The ISDC put an optimistic spin on its findings. It characterized the latest numbers as a “plateauing” caused by suspension and debarment programs “becoming established throughout the Executive Branch and transitioning from start up into effective programs.” It also noted the growing use of alternatives to suspension and debarment such as administrative agreements, which increased 25 percent in FY 2015.
Additionally, suspension and debarment referrals increased by 13 percent, while declinations (referrals in which the agency decides not to issue a suspension or debarment notice) declined by more than 63 percent. The Army made more than 25 percent of the 3,920 referrals in FY 2015, while the Department of Housing and Urban Development (HUD) accounted for 71 percent of the 115 declinations. (HUD reported almost 75 percent of the declinations in FY 2014.)
Raw numbers alone don’t indicate success or failure. As the ISDC cautions every year, the appropriate number is “purely a function of need” that depends on “what is necessary to protect [each] agency and the government from harm.” Still, we are a little worried that, for the fourth year in a row, the Nuclear Regulatory Commission (NRC), Social Security Administration (SSA), and Department of Labor all reported no suspensions, proposed debarments, debarments, or administrative agreements. NRC, SSA, and Labor also made no referrals in FY 2015.
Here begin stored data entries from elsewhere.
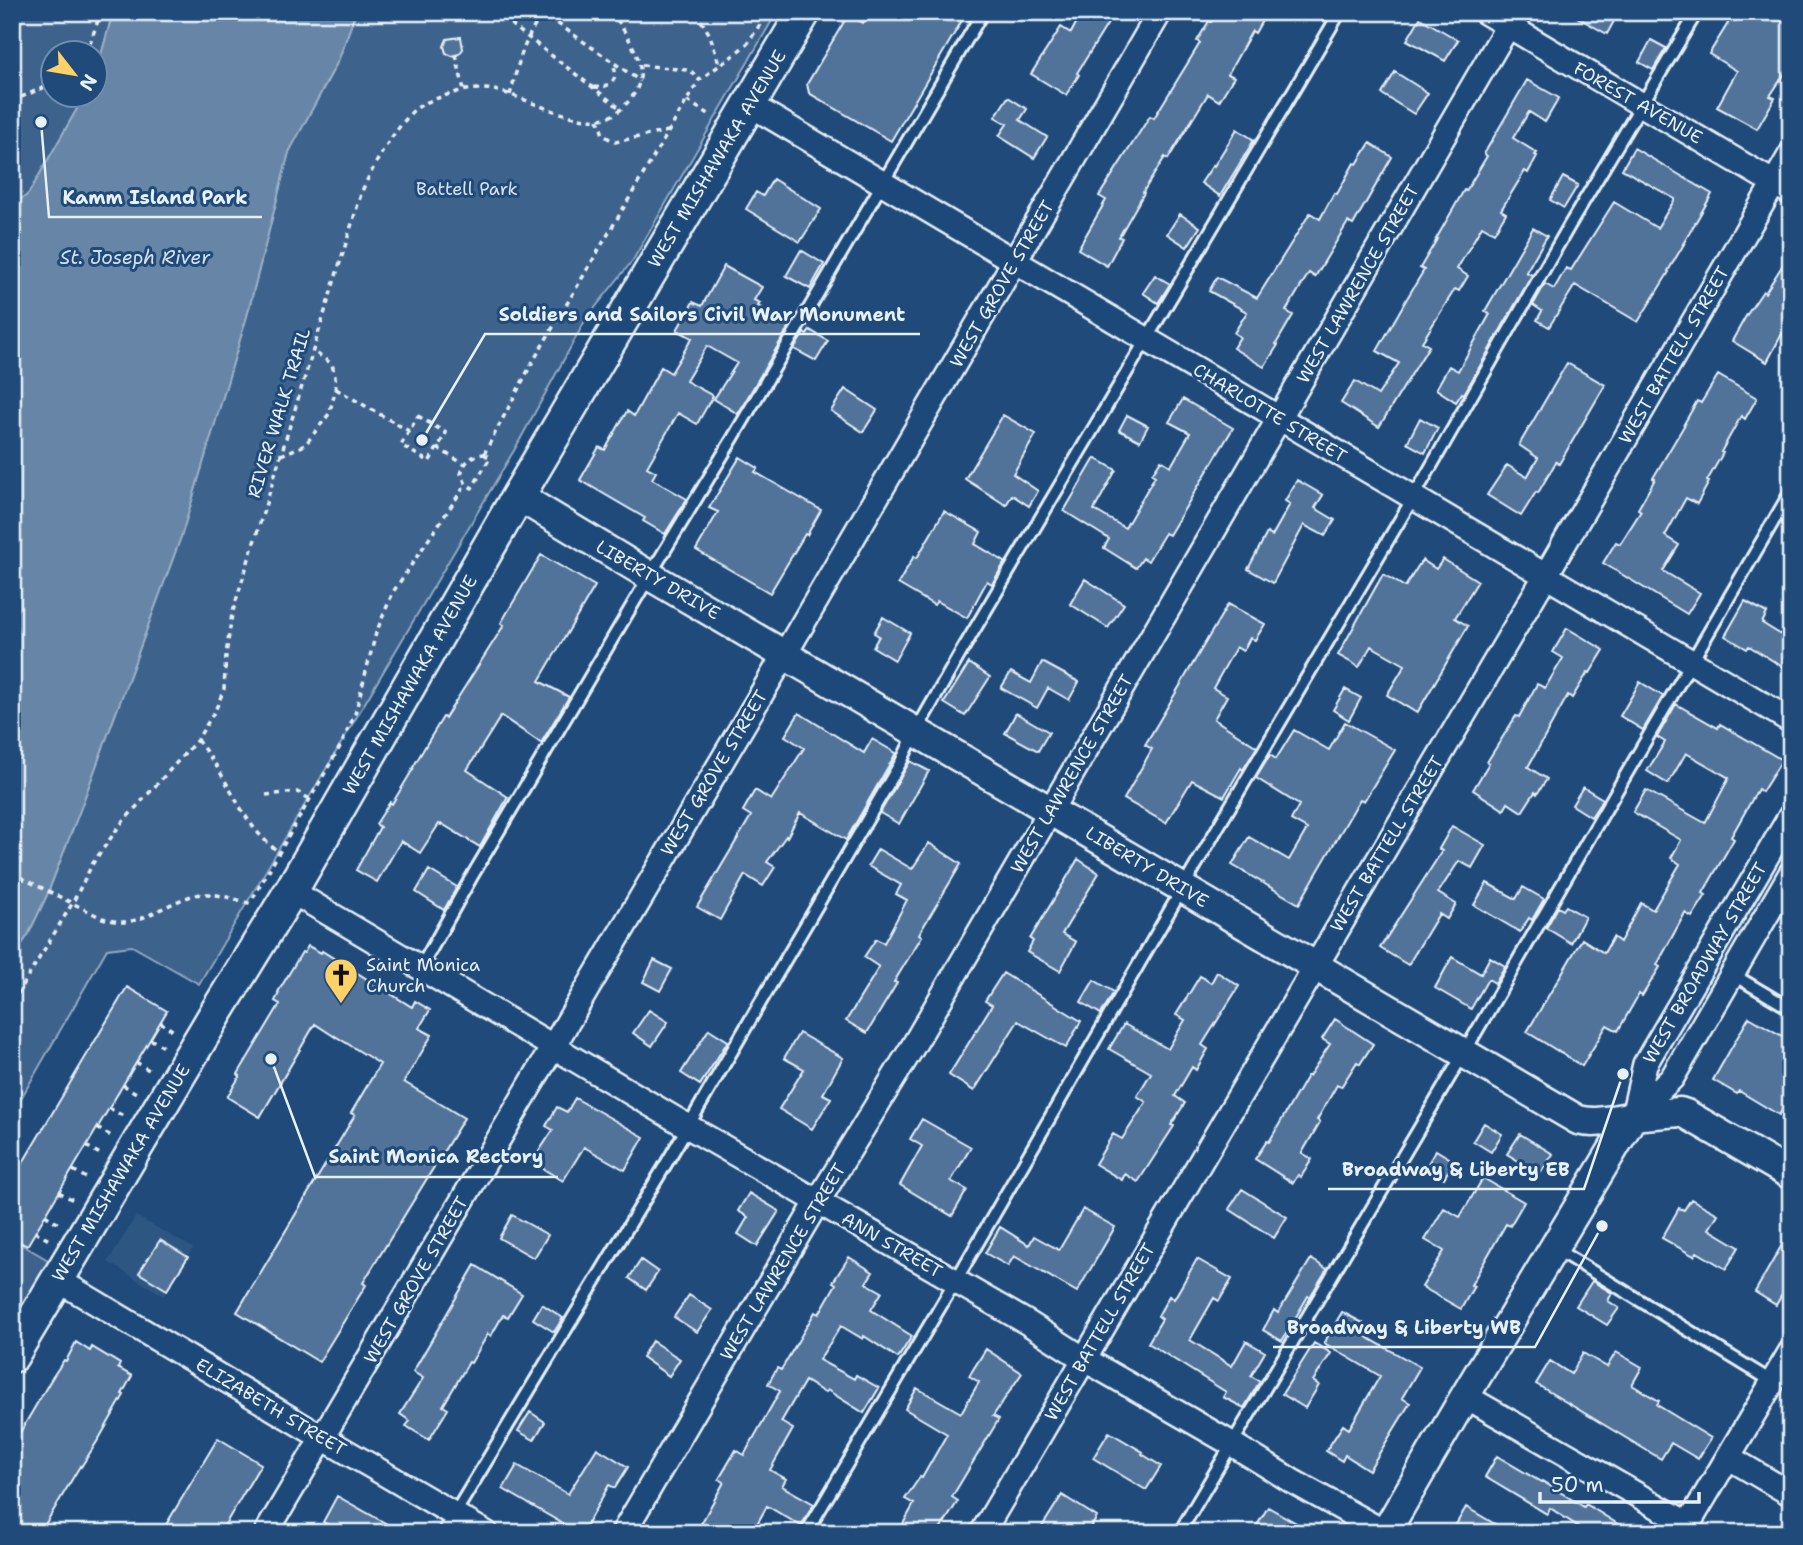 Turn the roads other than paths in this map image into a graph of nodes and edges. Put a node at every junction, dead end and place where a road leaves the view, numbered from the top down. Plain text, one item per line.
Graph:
1 (804, 12) edge
2 (983, 12) edge
3 (1160, 12) edge
4 (1340, 12) edge
5 (1485, 12) edge
6 (1697, 12) edge
7 (1512, 19) edge
8 (749, 104) junction
9 (1641, 106) junction
10 (1791, 154) edge
11 (883, 185) junction
12 (1782, 188) edge
13 (1015, 262) junction
14 (1147, 340) junction
15 (1280, 419) junction
16 (1791, 491) edge
17 (518, 496) junction
18 (1413, 498) junction
19 (1546, 575) junction
20 (650, 576) junction
21 (785, 654) junction
22 (1692, 662) junction
23 (1791, 721) edge
24 (916, 731) junction
25 (1051, 810) junction
26 (1791, 815) edge
27 (1791, 873) edge
28 (281, 885) junction
29 (1184, 888) junction
30 (1315, 966) junction
31 (419, 969) junction
32 (1732, 974) junction
33 (1791, 1009) edge
34 (552, 1046) junction
35 (1464, 1053) junction
36 (1633, 1116) junction
37 (687, 1126) junction
38 (1791, 1175) edge
39 (818, 1201) junction
40 (1554, 1248) junction
41 (58, 1280) junction
42 (955, 1282) junction
43 (1791, 1351) edge
44 (12, 1356) edge
45 (1084, 1359) junction
46 (1773, 1382) junction
47 (1465, 1396) junction
48 (323, 1438) junction
49 (1232, 1444) junction
50 (1728, 1457) junction
51 (1791, 1494) edge
52 (449, 1524) edge
53 (1686, 1528) edge
54 (266, 1533) edge
55 (486, 1533) edge
56 (623, 1533) edge
57 (806, 1533) edge
58 (982, 1533) edge
59 (1179, 1533) edge
60 (1385, 1533) edge

1 - 8 main road, WEST MISHAWAKA AVENUE
2 - 11 lane
3 - 13 street, WEST GROVE STREET
4 - 14 lane
5 - 7 street, FOREST AVENUE
6 - 9 lane
7 - 9 street, FOREST AVENUE
7 - 15 street, WEST LAWRENCE STREET
8 - 11 street, CHARLOTTE STREET
8 - 17 main road, WEST MISHAWAKA AVENUE
9 - 12 street, FOREST AVENUE
9 - 18 lane
10 - 12 street, WEST BATTELL STREET
11 - 13 street, CHARLOTTE STREET
11 - 20 lane
12 - 19 street, WEST BATTELL STREET
13 - 14 street, CHARLOTTE STREET
13 - 21 street, WEST GROVE STREET
14 - 15 street, CHARLOTTE STREET
14 - 24 lane
15 - 18 street, CHARLOTTE STREET
15 - 25 street, WEST LAWRENCE STREET
16 - 22 lane
17 - 20 street, LIBERTY DRIVE
17 - 28 main road, WEST MISHAWAKA AVENUE
18 - 19 street, CHARLOTTE STREET
18 - 29 lane
19 - 22 street, CHARLOTTE STREET
19 - 30 street, WEST BATTELL STREET
20 - 21 street, LIBERTY DRIVE
20 - 31 lane
21 - 24 street, LIBERTY DRIVE
21 - 34 street, WEST GROVE STREET
22 - 23 street, CHARLOTTE STREET
22 - 35 lane
24 - 25 street, LIBERTY DRIVE
24 - 37 lane
25 - 29 street, LIBERTY DRIVE
25 - 39 street, WEST LAWRENCE STREET
26 - 36 street, WEST BROADWAY STREET
27 - 32 street, WEST BROADWAY STREET
28 - 31 street, ANN STREET
28 - 41 main road, WEST MISHAWAKA AVENUE
29 - 30 street, LIBERTY DRIVE
29 - 42 lane
30 - 35 street, LIBERTY DRIVE
30 - 45 street, WEST BATTELL STREET
31 - 34 street, ANN STREET
32 - 33 lane
32 - 36 street, WEST BROADWAY STREET
34 - 37 street, ANN STREET
34 - 48 street, WEST GROVE STREET
35 - 36 street, LIBERTY DRIVE
35 - 49 lane
36 - 38 street, LIBERTY DRIVE
36 - 40 street, WEST BROADWAY STREET
37 - 39 street, ANN STREET
37 - 52 lane
39 - 42 street, ANN STREET
39 - 56 street, WEST LAWRENCE STREET
40 - 46 lane
40 - 47 street, WEST BROADWAY STREET
41 - 44 main road, WEST MISHAWAKA AVENUE
41 - 48 street, ELIZABETH STREET
42 - 45 street, ANN STREET
42 - 57 lane
43 - 46 street
45 - 49 street, ANN STREET
45 - 58 street, WEST BATTELL STREET
46 - 50 street
47 - 53 street
47 - 60 street, WEST BROADWAY STREET
48 - 52 street, ELIZABETH STREET
48 - 54 street, WEST GROVE STREET
49 - 59 lane
49 - 60 street, ANN STREET
50 - 51 street
50 - 53 street
52 - 55 street, ELIZABETH STREET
Are declining suspensions and debarments an aberration or the start of a long-term trend? More importantly, should taxpayers be worried? Not if you agree with the ISDC’s assessment or consider the referral/declination trend. And there have been many positive developments in the area of contractor and corporate accountability as well. A flurry of new rules and orders have imposed more restraints and responsibilities on contractors and other federal fund recipients. The Justice Department revamped its corporate crime-fighting strategy, and the U.S. Supreme Court just issued a decision that will make it easier to fight fraud under the False Claims Act.